Boxing stories: When the numbers lied and Maquilon had his last big night
Fabio Garrido vs. Brinatty Maquilon
Arena Projeto Viver, Sao Paulo, Brazil – 18 December 2010
Brinatty Maquilon, 1968 – 2011
Brinatty Maquilon was forty-two years old, and had an, on paper, unimpressive 15-27-3 (7) record when he travelled from his native Colombia to Sao Paolo in Brazil to fight local favourite Fabio Garrido (22-1, 17 KOs) for the Universal Boxing Organization™ (UBO) Latino Light Heavyweight title in December of 2010.
Also known as “The Corona Cobra”, Maquilon was a respected and valued journeyman, and he was expected to give Garrido a good run for his money, but winning the UBO title appeared unlikely when looking at the contrasting records.

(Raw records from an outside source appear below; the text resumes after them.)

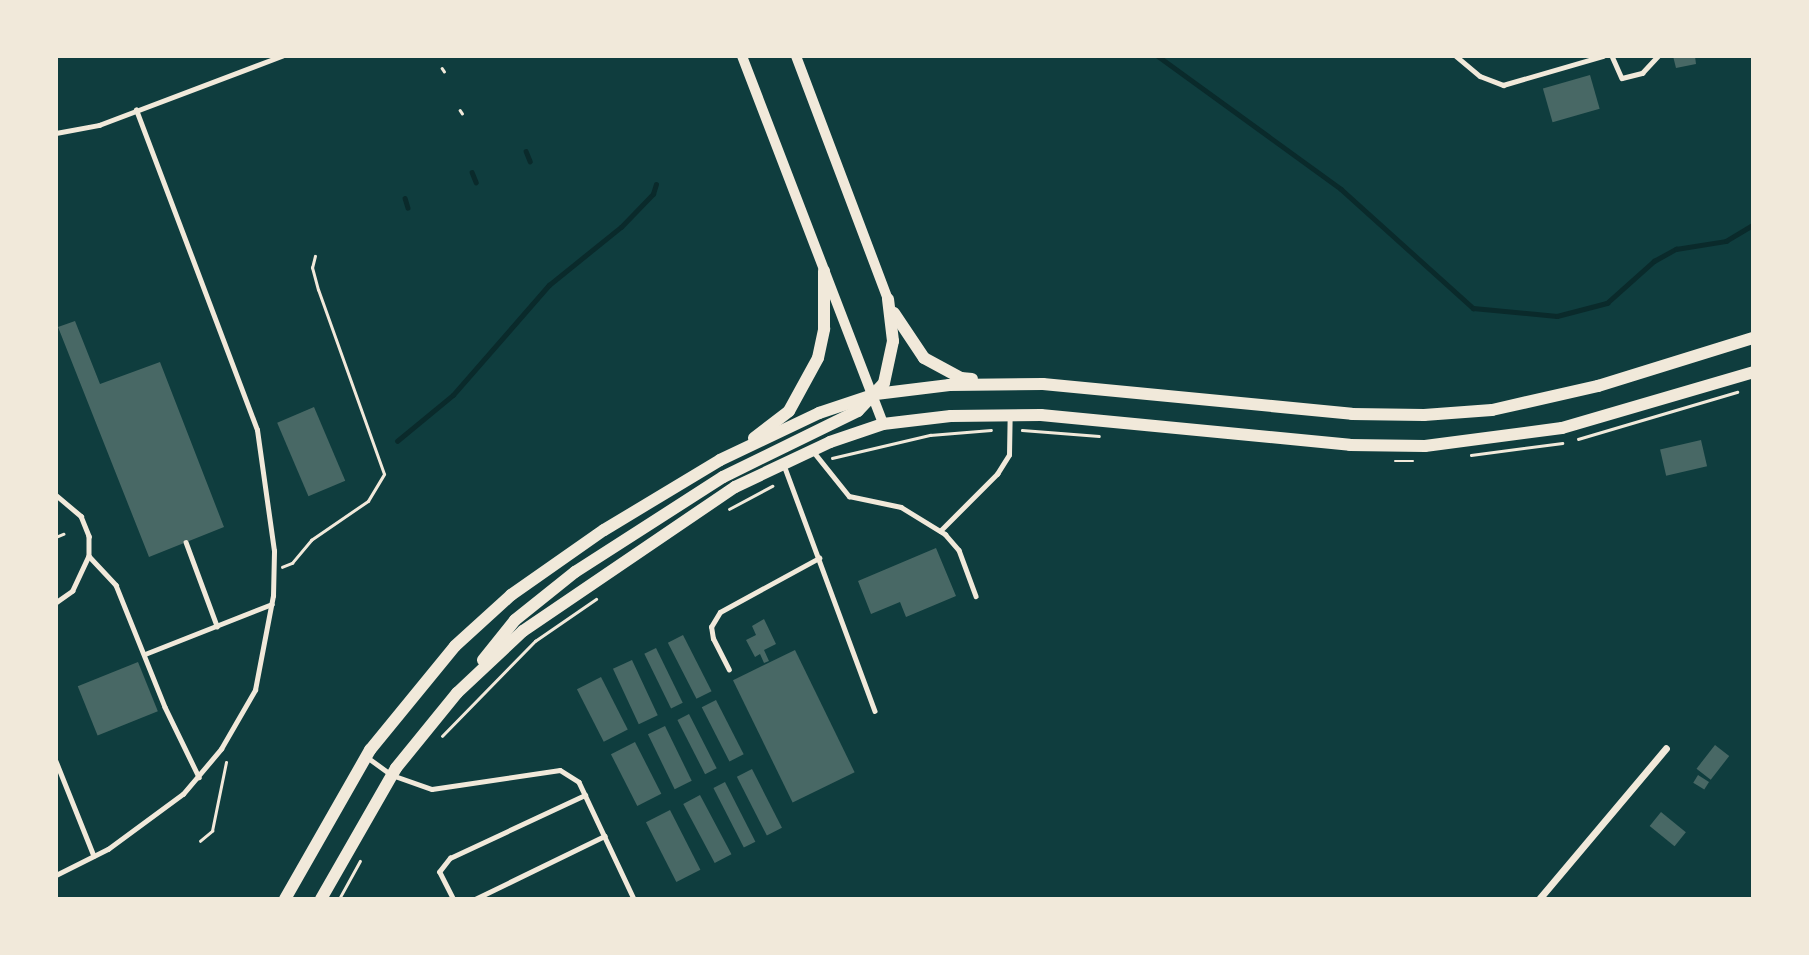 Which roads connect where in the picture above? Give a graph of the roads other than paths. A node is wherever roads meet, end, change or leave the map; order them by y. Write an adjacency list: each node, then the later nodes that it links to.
1 (282, 56): 8 (lane)
2 (742, 56): 10 (street)
3 (796, 56): 11 (street)
4 (1456, 56): 5 (lane)
5 (1603, 56)
6 (1612, 56): 7 (lane)
7 (1658, 56)
8 (136, 110): 9 (lane); 28 (lane)
9 (56, 133)
10 (824, 271): 15 (street); 19 (main road)
11 (888, 299): 14 (main road); 15 (main road)
12 (1753, 338): 14 (main road)
13 (1753, 372): 16 (main road)
14 (1043, 384): 15 (main road)
15 (872, 394): 17 (street); 19 (main road); 32 (main road)
16 (1010, 415): 17 (main road); 22 (lane)
17 (883, 424): 18 (main road)
18 (813, 450): 20 (main road); 22 (lane)
19 (732, 455): 35 (main road)
20 (783, 464): 25 (lane); 32 (main road)
21 (56, 495): 24 (lane)
22 (940, 531): 26 (lane)
23 (186, 542): 29 (lane)
24 (89, 556): 27 (lane); 30 (lane)
25 (818, 558): 31 (lane); 33 (lane)
26 (976, 596)
27 (56, 603)
28 (272, 604): 29 (lane); 38 (lane)
29 (217, 626): 30 (lane)
30 (145, 654): 38 (lane)
31 (729, 670)
32 (457, 693): 37 (main road)
33 (875, 711)
34 (1667, 748): 48 (street)
35 (366, 757): 37 (lane); 43 (main road)
36 (56, 761): 41 (lane)
37 (392, 775): 39 (lane); 44 (main road)
38 (199, 777): 41 (lane)
39 (585, 795): 40 (lane); 45 (lane)
40 (604, 836): 46 (lane); 47 (lane)
41 (94, 856): 42 (lane)
42 (56, 875)
43 (285, 899)
44 (321, 899)
45 (453, 899)
46 (475, 899)
47 (634, 899)
48 (1539, 899) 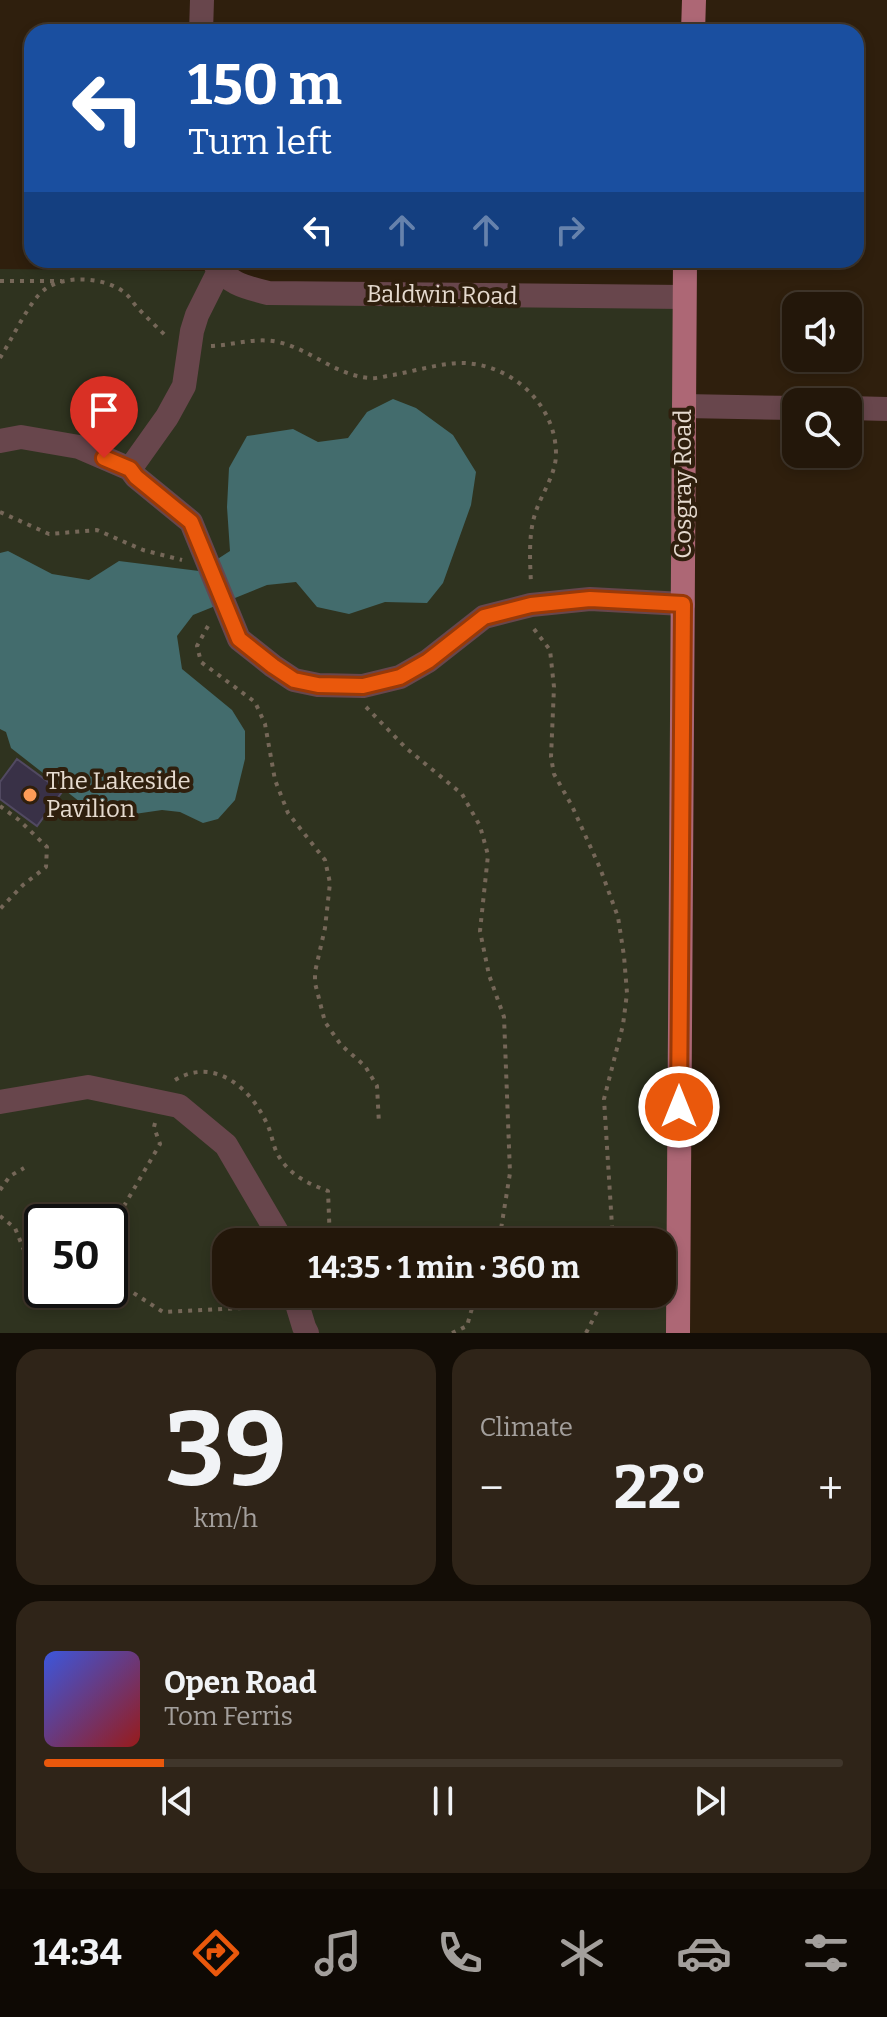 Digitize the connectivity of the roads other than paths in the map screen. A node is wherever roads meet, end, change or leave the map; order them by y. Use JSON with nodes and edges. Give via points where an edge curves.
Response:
{"nodes":[{"id":1,"x":202,"y":0,"type":"edge"},
{"id":2,"x":694,"y":0,"type":"edge"},
{"id":3,"x":201,"y":24,"type":"edge"},
{"id":4,"x":693,"y":24,"type":"edge"},
{"id":5,"x":214,"y":268,"type":"edge"},
{"id":6,"x":219,"y":268,"type":"edge"},
{"id":7,"x":685,"y":268,"type":"edge"},
{"id":8,"x":684,"y":297,"type":"junction"},
{"id":9,"x":684,"y":406,"type":"junction"},
{"id":10,"x":782,"y":408,"type":"edge"},
{"id":11,"x":862,"y":408,"type":"edge"},
{"id":12,"x":887,"y":409,"type":"edge"},
{"id":13,"x":0,"y":441,"type":"edge"},
{"id":14,"x":130,"y":469,"type":"junction"},
{"id":15,"x":683,"y":604,"type":"junction"},
{"id":16,"x":0,"y":1102,"type":"edge"},
{"id":17,"x":275,"y":1228,"type":"edge"},
{"id":18,"x":298,"y":1308,"type":"edge"},
{"id":19,"x":307,"y":1333,"type":"edge"},
{"id":20,"x":678,"y":1333,"type":"edge"}],
"edges":[{"from":1,"to":3,"type":"street"},
{"from":2,"to":4,"type":"main road"},
{"from":5,"to":14,"type":"street","via":[[192,331],[184,386]]},
{"from":6,"to":8,"type":"street","name":"Baldwin Road","via":[[241,287],[268,293]]},
{"from":7,"to":8,"type":"main road","name":"Cosgray Road"},
{"from":8,"to":9,"type":"main road","name":"Cosgray Road"},
{"from":9,"to":10,"type":"street"},
{"from":9,"to":15,"type":"main road","name":"Cosgray Road"},
{"from":11,"to":12,"type":"street"},
{"from":13,"to":14,"type":"street","via":[[21,437],[79,447]]},
{"from":14,"to":15,"type":"street","via":[[191,522],[239,639],[294,680],[363,686],[400,677],[484,617],[531,605],[590,599]]},
{"from":15,"to":20,"type":"main road","name":"Cosgray Road"},
{"from":16,"to":17,"type":"street","via":[[88,1087],[179,1106],[226,1145]]},
{"from":18,"to":19,"type":"street"}]}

Maquilon spent most of his early career in the United States, and was 8-4 when he upset former IBF World Champion Buster Drayton in Philadelphia in October of 1989, stopping the American in eight rounds, so causing an upset was nothing new to him.
After beating Drayton, he went on to fight more big names, such as Gerald McClellan, John David Jackson and Jorge Castro, but came up short against all of them.
McClellan would go on to win WBO and WBC world Middleweight titles, Jackson was the reigning WBO world Super Welterweight champion when he decisioned Maquilon in a non-title fight, and Castro captured the WBA World Middleweight crown the following year.
When he got the assignment against Garrido in late 2010, Maquilon had long ago returned to Colombia and had most of his fights there since fighting Castro twice in 1993. His best days were probably behind him, but he had one more big night in him.
Maquilon was simply too experienced and capable for Garrido, and impressively stopped the Brazilian in nine rounds to finally become a champion after more than paying his dues since turning professional twenty-two years earlier.
Sadly, less than a year later Maquilon was killed in a work-accident when he touched a high voltage cable hanging from the roof of a house he was painting. A fantastic servant to the sport, he was only forty-three when he left this world, but he left it as a champion!
To add to the tragedy, Maquilon was waiting for his US Visa to go through so he could reunite with his only surviving son, Steven, whom he had just managed to locate in the United States after separation of over ten years caused by immigration issues.
His kindness and humble heart won him appreciation of a great number of people in Quito, Ecuador where he resided for over fifteen years. He will always be remembered, and his legacy as a fighter will live forever in those who knew him closely.